Dataset entries:
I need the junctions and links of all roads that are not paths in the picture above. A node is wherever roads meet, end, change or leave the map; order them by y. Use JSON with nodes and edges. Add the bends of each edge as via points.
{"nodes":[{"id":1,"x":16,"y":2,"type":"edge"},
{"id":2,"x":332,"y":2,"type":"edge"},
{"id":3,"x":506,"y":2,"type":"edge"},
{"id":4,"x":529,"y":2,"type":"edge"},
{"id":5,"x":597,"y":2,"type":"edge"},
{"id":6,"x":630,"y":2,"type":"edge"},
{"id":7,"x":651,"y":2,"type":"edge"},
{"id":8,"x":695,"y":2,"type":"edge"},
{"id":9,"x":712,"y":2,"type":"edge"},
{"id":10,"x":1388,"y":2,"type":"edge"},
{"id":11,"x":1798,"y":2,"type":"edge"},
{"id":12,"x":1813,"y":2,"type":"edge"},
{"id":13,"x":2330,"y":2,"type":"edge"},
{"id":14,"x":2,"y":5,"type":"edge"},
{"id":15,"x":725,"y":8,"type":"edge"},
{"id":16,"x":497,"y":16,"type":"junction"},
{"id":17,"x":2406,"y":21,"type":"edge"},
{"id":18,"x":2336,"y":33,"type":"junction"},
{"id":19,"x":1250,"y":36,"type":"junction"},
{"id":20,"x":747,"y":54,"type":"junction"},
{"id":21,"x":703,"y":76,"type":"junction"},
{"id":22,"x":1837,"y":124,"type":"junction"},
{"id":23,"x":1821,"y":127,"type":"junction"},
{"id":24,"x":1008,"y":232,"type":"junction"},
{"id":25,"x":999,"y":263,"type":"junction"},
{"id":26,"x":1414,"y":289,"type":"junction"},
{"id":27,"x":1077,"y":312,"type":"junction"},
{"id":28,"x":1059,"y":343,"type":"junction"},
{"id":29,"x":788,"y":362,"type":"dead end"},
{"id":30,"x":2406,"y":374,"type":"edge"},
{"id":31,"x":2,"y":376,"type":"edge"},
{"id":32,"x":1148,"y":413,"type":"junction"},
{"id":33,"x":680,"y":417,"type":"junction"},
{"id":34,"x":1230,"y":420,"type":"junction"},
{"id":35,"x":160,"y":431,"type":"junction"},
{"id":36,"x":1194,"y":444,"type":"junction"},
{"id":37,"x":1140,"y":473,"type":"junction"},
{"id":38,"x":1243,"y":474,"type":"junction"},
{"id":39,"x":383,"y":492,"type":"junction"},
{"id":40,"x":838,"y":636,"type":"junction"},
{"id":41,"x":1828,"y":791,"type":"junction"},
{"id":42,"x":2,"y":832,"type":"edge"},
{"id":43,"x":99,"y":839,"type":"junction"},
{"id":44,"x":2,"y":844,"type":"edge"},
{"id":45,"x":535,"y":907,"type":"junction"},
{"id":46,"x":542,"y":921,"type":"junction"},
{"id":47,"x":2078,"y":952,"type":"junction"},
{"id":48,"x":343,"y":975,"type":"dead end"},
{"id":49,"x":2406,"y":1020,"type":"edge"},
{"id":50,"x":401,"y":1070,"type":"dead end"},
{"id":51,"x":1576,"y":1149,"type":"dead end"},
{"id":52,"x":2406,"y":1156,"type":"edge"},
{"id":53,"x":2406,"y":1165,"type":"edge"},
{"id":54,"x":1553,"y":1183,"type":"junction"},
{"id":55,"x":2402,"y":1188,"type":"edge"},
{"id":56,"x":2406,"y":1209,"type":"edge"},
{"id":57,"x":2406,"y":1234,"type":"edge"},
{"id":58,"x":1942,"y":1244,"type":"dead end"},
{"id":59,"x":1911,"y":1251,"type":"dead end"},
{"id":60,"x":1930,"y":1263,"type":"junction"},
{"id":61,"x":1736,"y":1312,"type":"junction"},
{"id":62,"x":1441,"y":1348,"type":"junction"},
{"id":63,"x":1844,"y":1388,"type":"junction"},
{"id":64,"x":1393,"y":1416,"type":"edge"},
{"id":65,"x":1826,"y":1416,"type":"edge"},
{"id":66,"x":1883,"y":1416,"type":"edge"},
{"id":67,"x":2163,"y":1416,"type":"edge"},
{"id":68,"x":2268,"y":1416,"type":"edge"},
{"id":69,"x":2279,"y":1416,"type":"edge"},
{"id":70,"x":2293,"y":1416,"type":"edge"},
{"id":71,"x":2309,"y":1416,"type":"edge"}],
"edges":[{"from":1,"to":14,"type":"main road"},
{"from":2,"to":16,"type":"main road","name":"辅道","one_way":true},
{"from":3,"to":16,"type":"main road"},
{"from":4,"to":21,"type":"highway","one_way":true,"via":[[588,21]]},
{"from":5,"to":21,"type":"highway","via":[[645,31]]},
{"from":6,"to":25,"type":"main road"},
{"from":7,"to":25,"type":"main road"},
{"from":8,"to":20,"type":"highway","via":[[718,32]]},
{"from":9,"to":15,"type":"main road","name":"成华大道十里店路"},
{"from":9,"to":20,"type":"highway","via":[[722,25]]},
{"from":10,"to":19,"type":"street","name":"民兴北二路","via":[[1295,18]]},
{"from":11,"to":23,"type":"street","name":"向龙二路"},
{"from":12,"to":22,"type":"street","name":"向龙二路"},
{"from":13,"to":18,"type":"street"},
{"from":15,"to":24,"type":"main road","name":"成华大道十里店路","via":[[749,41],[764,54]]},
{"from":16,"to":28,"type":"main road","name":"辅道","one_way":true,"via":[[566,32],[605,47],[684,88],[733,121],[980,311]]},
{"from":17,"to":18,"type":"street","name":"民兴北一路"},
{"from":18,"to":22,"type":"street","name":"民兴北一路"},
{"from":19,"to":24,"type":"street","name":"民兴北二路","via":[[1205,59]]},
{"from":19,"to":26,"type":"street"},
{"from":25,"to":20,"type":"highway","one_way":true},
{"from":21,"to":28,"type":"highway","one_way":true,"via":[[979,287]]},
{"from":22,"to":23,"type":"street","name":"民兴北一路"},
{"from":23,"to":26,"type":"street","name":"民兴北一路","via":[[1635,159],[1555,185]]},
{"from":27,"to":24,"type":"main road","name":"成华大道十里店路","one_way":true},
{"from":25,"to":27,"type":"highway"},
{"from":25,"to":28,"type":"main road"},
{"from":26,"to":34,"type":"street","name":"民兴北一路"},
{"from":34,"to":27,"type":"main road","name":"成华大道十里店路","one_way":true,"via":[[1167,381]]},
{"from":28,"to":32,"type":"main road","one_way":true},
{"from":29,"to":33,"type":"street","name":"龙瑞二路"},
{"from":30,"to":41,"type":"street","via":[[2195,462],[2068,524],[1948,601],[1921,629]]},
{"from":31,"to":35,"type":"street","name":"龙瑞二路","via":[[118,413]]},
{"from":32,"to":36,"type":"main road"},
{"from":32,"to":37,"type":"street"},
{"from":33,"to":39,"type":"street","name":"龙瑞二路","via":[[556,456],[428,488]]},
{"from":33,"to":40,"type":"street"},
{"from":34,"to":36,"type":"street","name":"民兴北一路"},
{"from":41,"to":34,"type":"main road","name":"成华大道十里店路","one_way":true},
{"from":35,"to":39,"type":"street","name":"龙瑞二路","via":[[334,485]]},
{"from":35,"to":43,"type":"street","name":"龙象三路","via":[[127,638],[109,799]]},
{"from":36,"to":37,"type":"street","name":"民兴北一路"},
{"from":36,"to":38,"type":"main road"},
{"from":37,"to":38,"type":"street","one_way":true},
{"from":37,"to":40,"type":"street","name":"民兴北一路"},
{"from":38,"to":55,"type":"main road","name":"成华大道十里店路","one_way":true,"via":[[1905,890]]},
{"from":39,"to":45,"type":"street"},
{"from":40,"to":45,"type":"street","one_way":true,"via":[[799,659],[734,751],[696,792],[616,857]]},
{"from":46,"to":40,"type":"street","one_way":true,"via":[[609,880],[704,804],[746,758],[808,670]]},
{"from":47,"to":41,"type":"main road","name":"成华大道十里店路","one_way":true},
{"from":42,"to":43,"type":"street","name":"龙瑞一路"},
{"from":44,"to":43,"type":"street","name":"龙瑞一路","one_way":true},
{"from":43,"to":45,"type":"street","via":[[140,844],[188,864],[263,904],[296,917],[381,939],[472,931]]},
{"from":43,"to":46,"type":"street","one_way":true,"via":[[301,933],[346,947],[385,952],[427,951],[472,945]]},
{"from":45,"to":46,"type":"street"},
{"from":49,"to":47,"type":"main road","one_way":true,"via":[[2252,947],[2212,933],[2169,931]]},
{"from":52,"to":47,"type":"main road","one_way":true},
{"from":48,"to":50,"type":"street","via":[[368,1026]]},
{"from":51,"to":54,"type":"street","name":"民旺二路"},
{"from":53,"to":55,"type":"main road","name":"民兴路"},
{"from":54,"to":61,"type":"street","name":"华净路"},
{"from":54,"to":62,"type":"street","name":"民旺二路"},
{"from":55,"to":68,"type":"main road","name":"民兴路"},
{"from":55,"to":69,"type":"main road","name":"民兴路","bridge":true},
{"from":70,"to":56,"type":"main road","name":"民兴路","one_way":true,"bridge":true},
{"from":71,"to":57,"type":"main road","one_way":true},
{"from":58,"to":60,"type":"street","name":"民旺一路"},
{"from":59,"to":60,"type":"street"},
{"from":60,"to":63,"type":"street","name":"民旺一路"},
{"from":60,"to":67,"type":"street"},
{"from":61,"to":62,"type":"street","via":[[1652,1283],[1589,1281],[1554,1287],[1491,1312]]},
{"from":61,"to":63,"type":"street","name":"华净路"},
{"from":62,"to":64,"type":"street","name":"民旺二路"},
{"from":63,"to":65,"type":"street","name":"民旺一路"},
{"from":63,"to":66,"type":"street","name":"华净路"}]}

* [ABOUT THIS TASK]: If a line above holds the string "成华大道十里店路", copy it out.

* [EXERCISE RESULT]:
{"from":9,"to":15,"type":"main road","name":"成华大道十里店路"},
{"from":15,"to":24,"type":"main road","name":"成华大道十里店路","via":[[749,41],[764,54]]},
{"from":27,"to":24,"type":"main road","name":"成华大道十里店路","one_way":true},
{"from":34,"to":27,"type":"main road","name":"成华大道十里店路","one_way":true,"via":[[1167,381]]},
{"from":41,"to":34,"type":"main road","name":"成华大道十里店路","one_way":true},
{"from":38,"to":55,"type":"main road","name":"成华大道十里店路","one_way":true,"via":[[1905,890]]},
{"from":47,"to":41,"type":"main road","name":"成华大道十里店路","one_way":true},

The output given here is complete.